Saturday, October 15, 2011

Mind at Large

Gradually things may become such commonplace parts of the environment they go unnoticed.  The ticking of an antique clock.  Scenery along routes traveled every day.  Music in a car, in a restaurant.

Patterns become too familiar to the senses and impressions grow weak and dim.  The radio is switched off and the brain continues to generate the illusion of sound out of habit and memory. 

The deliberate exercise of subtlety in thought, apprehension, and expression contributes to an awareness unburdened by bland routine and awakened to unbounded possibilities. 

It is not external sensation that elevates consciousness, but refinement of reason and will.

Friday, October 14, 2011


Sounds considered musical, that is, having tone, timbre, pitch, apparent texture, and so forth, and being subjectively pleasing to the ear, still lack qualities usually considered necessary to be termed "music".

Wind chimes, bird songs, the sounds of rainfall, crickets, and ocean waves are common examples.  They may be somewhat melodic, rhythmic, and repetitive in nature, but they are not fixed and defined by these qualities as are symphonies, pop tunes, or jazz arrangements, though the latter are stylistically free-form and improvisational.

Ambient sound design may combine any of these qualities, as the numerous ambient genres demonstrate, and it may also be digitally generated according to various programs and techniques.

The intent of the "sketch" music of Black Mountain School is to generate, pattern and evolve musical sounds that reflect the shifting, natural dynamics of real-world sound perception, these being ungoverned by formal structure.

Thursday, October 13, 2011


Space and time are measurements of convenience.

Auditory perception structures environments, and our positions in them, according to such things as the placement or origin of sounds, their intensity, and their meaning.  Near and far, quiet or loud, sounds inform the listener in ways gross and subtle, simple and complex.

Processing spoken and written language and listening to music engage the intellect and emotions in communications practically infinite in scope, and they generally adhere to the technical "grammar" of their respective modes of communication, as do mathematics and the arts and sciences. 

Communication is but one aspect of life, and one exceedingly dominant in contemporary living.  One must, at times, consciously make time to contemplate, to ruminate, to reflect, to muse.  Such music as would heighten these faculties of consciousness would not be have to be content-specific, and might be more akin to environmental sounds structured in part by the listener's perception than to typical musical arrangements and song forms. 

Perhaps it can only be called music as a matter of convenience, and it will be considered something else entirely in the future.

Wednesday, October 12, 2011

Mirror and Nature

Art reflects the consciousness of the artist as well as the subject of the work.

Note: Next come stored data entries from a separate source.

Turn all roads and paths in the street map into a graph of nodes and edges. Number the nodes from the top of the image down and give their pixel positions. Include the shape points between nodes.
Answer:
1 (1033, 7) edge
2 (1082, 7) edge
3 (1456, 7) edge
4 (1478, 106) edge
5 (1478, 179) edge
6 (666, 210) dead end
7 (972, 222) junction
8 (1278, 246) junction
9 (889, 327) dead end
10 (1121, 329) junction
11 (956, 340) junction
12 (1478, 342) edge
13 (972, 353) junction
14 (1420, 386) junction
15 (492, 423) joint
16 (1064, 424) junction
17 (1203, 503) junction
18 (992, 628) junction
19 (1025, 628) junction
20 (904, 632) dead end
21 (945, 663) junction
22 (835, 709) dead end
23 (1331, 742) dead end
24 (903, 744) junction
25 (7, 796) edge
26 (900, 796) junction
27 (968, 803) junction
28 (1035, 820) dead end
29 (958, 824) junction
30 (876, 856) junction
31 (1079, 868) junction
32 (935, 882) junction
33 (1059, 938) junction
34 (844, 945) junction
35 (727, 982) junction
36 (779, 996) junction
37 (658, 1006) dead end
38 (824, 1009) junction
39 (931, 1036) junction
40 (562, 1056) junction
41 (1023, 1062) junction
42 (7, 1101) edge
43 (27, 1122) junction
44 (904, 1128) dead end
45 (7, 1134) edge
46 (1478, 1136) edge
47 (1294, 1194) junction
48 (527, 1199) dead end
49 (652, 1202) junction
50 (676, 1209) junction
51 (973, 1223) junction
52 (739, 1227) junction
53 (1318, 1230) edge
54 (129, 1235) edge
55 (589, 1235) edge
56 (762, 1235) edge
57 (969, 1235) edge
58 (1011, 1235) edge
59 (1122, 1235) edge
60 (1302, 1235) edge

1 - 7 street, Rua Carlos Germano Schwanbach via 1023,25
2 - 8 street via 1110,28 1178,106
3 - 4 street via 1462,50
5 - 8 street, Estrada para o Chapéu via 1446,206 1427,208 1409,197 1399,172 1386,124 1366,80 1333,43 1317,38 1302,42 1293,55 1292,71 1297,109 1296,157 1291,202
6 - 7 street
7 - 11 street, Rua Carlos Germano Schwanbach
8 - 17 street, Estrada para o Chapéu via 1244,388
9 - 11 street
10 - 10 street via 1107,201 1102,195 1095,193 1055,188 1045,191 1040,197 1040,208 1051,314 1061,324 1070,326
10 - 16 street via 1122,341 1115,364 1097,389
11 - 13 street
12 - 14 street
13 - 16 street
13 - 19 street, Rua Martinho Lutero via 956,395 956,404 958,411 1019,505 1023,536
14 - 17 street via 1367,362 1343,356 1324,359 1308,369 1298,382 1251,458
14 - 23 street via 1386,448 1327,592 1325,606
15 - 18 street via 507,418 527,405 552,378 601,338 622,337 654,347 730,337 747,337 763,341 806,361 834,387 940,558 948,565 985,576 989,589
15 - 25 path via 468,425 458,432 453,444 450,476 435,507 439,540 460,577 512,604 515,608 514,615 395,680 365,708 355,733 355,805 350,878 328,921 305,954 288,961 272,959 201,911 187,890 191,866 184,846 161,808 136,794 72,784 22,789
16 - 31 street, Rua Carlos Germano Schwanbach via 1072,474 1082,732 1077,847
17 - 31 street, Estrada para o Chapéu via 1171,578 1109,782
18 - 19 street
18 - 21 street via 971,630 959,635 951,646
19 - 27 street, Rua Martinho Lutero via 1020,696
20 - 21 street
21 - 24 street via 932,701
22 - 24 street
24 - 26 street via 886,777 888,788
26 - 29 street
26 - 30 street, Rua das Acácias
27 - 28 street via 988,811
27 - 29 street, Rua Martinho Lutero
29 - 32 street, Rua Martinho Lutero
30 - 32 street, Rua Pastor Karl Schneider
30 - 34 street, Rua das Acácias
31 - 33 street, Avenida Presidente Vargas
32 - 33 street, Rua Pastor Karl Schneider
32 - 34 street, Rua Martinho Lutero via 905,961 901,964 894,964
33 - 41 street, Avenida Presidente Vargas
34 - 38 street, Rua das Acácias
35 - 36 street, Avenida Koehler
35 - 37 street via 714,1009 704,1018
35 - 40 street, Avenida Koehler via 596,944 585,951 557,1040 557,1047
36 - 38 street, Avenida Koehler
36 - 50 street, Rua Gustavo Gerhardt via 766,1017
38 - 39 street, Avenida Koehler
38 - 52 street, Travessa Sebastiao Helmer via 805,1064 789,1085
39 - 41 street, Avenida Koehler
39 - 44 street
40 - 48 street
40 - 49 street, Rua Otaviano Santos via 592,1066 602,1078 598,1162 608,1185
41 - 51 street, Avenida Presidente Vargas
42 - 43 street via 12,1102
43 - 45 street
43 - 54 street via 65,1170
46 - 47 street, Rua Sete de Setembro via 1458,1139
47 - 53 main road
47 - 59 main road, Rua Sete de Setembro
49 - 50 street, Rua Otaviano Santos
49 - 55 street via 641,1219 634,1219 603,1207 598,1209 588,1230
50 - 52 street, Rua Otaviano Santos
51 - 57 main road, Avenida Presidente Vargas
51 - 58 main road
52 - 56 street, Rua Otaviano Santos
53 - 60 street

The experience of the work reflects something of the self-knowledge of the individual, and, to a great extent, the attitude of the culture that is home to the experience.  Cultural emphasis on the value of the historic past or on a mind-set concerned with envisioning the future will produce differing responses to artistic works, for example.  Each way of thinking has its virtues, as does receptivity to the vision each offers.

Tuesday, October 11, 2011


Fill an environment with sounds that the setting proposes to the mind.

Such sounds will represent diverse sonic properties; linear and random, loud and quiet, dissonant and harmonious, they will come from various perceptual angles and apparent distances.  Yet they will be more than combinations of natural and artificial auditory sensations in that they will imply a sense of emotional and aesthetic space as well as an enhancement of the physical surroundings.

Both the artist and the listener bring their respective sensibilities to such sound designs.

Monday, October 10, 2011

Sudden Winds Do Not Last All Day

Perceptual impressions, emotional associations, connections to ideas and combinations of experiences join together in the artistic impulse.

The exercise of creative thought demands discipline and stamina, and must, at times, be as vigorous and exhausting as an athletic endeavor.  To see, and hear, and know things that do not yet exist and to act to bring them into being may involve grueling effort, lasting patience, and depth of faith in the possibilities of the artistic vision. 

While the flash of inspiration is a phenomenon that comes from the same synthesis of sources, preparation, a critical eye and a steady hand are no less valuable.

Sunday, October 09, 2011


Sounds are associated with sensory experiences, and this is especially true of those found in variations of musical combinations. 

Certain sounds are considered warm, cool, light, dark, rough, smooth, and so on.  As descriptive terms they are generally agreed-upon metaphors; one hearing a "sour note" will recognize it as such.  In the case of those who experience the neurological processes of synesthesia, sound and color may be experienced as a mingled perception, or a sensation in which the two are bound together in varying degrees.

In fabricating tones and patterns to combine in a sound design, it is interesting to consider what sounds a specific natural or architectural form might suggest, what patterns its symmetry bring to mind, and what musical characteristics might be associated with the particular shade and angle of light falling upon the scene that will evoke a sense of presence that endows the piece with spirit.